◆ **PROBLEM REQUIREMENTS**
Give every line from the entries that contains "hand".

----

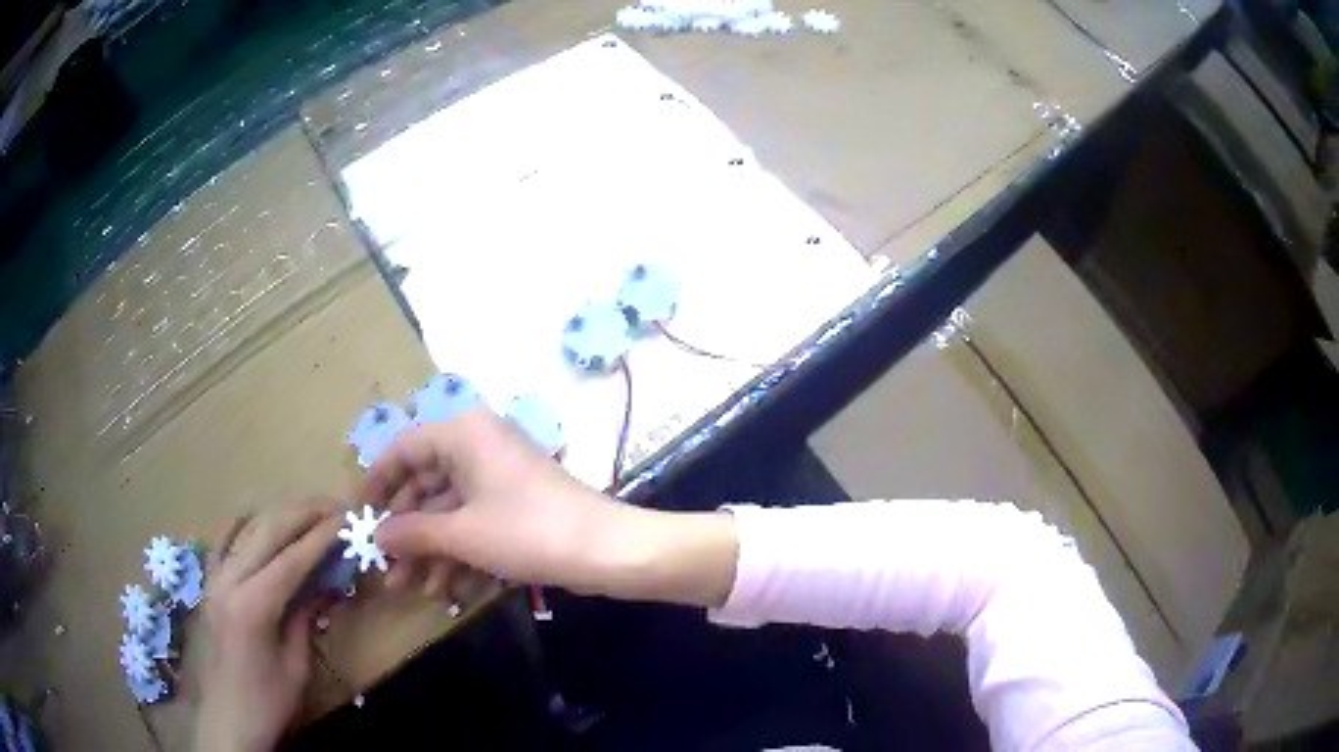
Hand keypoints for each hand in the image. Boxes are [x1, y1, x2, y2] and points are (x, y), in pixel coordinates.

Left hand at [195, 500, 342, 751]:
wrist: (229, 719)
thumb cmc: (269, 700)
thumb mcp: (297, 664)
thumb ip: (306, 615)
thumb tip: (327, 582)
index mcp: (253, 605)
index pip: (292, 557)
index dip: (322, 536)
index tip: (348, 519)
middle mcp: (229, 580)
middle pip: (268, 530)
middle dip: (303, 513)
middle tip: (334, 507)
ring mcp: (214, 578)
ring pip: (247, 528)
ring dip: (279, 515)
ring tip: (308, 511)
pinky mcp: (209, 583)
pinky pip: (225, 542)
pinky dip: (244, 526)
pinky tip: (258, 521)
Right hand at [366, 409, 737, 607]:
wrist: (607, 551)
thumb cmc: (528, 531)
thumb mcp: (463, 534)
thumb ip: (414, 532)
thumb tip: (378, 535)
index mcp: (464, 434)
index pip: (404, 449)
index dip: (377, 482)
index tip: (357, 515)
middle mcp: (479, 447)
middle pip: (426, 486)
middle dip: (406, 532)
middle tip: (385, 568)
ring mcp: (499, 479)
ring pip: (450, 511)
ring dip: (430, 551)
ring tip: (410, 590)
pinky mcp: (517, 507)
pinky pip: (475, 525)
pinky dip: (459, 554)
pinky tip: (445, 591)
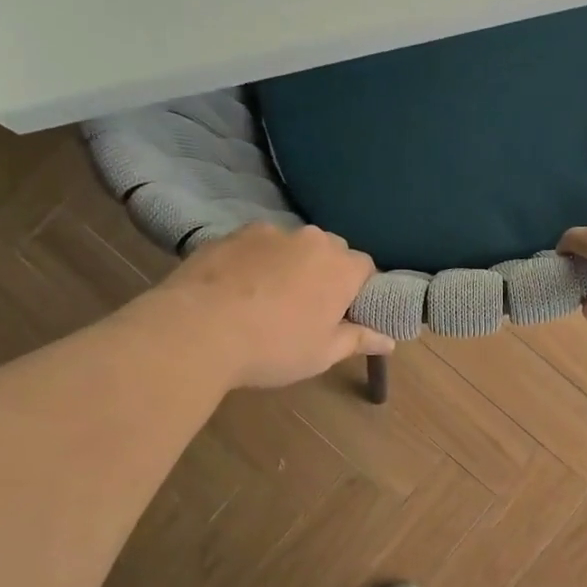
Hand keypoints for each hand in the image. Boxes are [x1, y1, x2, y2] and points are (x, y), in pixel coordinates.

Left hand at [147, 223, 393, 389]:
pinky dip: (254, 262)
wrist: (197, 331)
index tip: (345, 313)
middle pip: (330, 250)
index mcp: (342, 267)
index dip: (358, 289)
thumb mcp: (323, 353)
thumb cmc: (274, 347)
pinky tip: (237, 290)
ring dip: (289, 264)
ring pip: (291, 245)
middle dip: (325, 272)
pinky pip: (255, 246)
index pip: (366, 267)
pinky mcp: (230, 234)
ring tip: (267, 297)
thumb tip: (390, 341)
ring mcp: (268, 232)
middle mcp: (311, 240)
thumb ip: (359, 340)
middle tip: (308, 307)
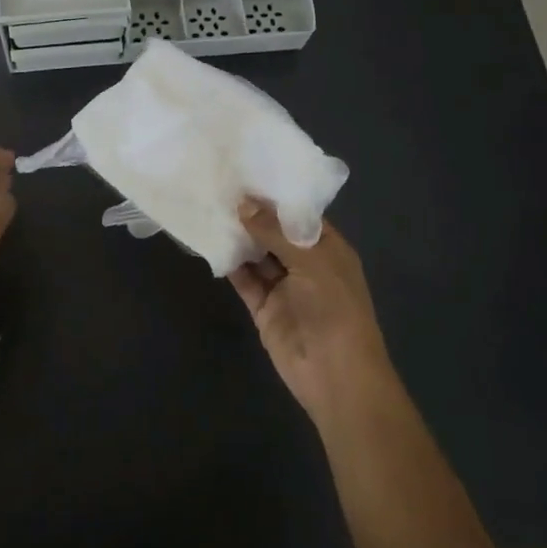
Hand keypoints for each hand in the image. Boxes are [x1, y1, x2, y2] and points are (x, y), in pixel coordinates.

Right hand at [231, 201, 398, 426]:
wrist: (336, 375)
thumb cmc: (335, 308)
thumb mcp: (311, 260)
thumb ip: (275, 232)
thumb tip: (243, 203)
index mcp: (327, 248)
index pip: (299, 214)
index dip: (275, 196)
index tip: (246, 171)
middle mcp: (306, 263)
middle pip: (275, 233)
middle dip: (252, 214)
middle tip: (220, 184)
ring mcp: (284, 287)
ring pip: (257, 255)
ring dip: (238, 236)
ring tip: (210, 206)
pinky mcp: (264, 308)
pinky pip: (245, 280)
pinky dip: (230, 264)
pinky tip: (210, 242)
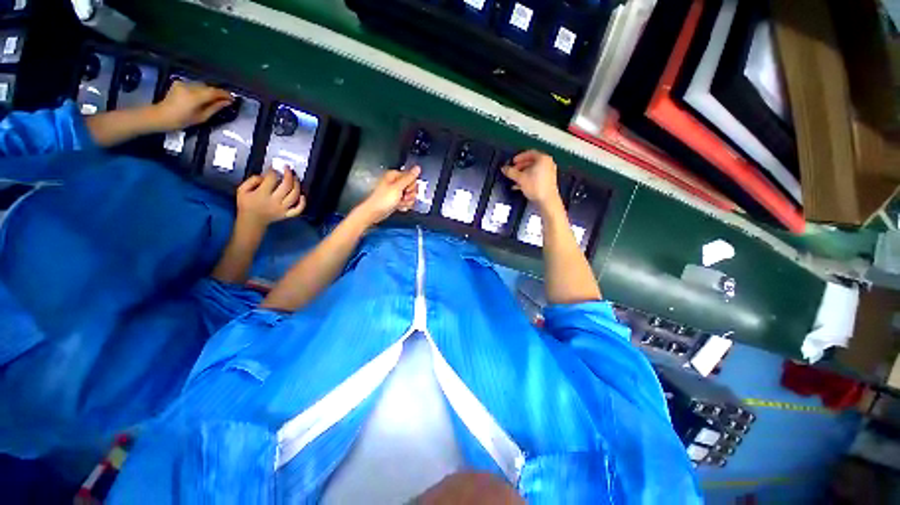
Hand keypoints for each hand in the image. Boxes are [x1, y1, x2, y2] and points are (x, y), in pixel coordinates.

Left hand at [151, 81, 233, 131]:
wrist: (161, 116)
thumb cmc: (182, 120)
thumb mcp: (202, 117)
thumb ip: (215, 108)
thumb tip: (227, 102)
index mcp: (196, 96)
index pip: (215, 92)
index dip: (225, 94)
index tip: (233, 99)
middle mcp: (190, 87)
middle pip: (208, 87)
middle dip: (217, 92)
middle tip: (224, 100)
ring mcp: (183, 83)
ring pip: (201, 85)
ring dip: (209, 91)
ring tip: (213, 98)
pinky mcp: (179, 82)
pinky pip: (194, 85)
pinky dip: (200, 89)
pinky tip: (200, 96)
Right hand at [236, 169, 304, 227]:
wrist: (251, 221)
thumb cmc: (246, 204)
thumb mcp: (242, 190)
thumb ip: (252, 180)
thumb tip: (265, 176)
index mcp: (262, 195)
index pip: (272, 179)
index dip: (274, 171)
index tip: (274, 167)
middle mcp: (274, 202)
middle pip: (286, 186)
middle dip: (289, 175)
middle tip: (288, 169)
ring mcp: (283, 209)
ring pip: (294, 196)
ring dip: (297, 185)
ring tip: (295, 178)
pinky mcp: (287, 215)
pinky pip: (298, 209)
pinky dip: (302, 203)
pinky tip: (302, 195)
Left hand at [354, 166, 420, 225]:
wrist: (375, 212)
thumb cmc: (384, 198)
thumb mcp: (398, 187)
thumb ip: (409, 178)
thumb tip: (418, 168)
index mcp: (394, 175)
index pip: (411, 177)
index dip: (411, 184)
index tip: (408, 190)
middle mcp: (395, 182)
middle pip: (411, 186)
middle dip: (410, 194)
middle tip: (405, 197)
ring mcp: (396, 192)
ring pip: (409, 195)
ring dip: (408, 200)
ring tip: (401, 203)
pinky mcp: (396, 200)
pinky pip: (406, 201)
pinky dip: (404, 204)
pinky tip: (400, 207)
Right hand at [501, 150, 562, 212]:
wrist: (547, 201)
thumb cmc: (535, 186)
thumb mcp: (520, 178)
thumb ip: (511, 172)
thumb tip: (503, 168)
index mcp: (543, 159)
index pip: (530, 153)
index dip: (519, 157)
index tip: (512, 162)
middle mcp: (548, 163)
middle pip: (531, 162)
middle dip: (520, 166)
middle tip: (513, 170)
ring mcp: (549, 172)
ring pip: (533, 170)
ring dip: (523, 173)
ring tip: (515, 179)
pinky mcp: (548, 181)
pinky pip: (536, 176)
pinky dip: (528, 178)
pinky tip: (520, 185)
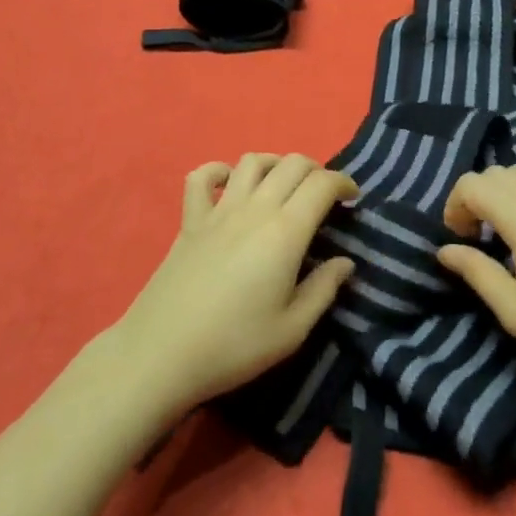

----

◆ **SOLUTION FOR THIS EXERCISE**
Hand keypoints for each hand in the image. Boxes are [x1, y1, x2, y2] and points are (x, y), in pixel coordinates.
Left hand at [195, 500, 342, 751]:
Right hand at [366, 409, 737, 607]:
Hand keypoints for each hand in the image. Boxes are [x1, y1, x2, y2] and points are (x, y), in pixel coordinates.
Left hand at [147, 223, 393, 389]:
Hand keypoints for each hand in the image. Boxes are [x1, y1, x2, y2] and points are (x, y), in pixel coordinates.
Right hand at [231, 201, 398, 426]:
Hand keypoints for each hand in the image. Boxes are [x1, y1, x2, y2] and points are (x, y), in pixel coordinates.
Left hand at [151, 81, 233, 131]:
Right hand at [236, 169, 304, 227]:
Left hand at [354, 166, 420, 225]:
Right hand at [501, 150, 562, 212]:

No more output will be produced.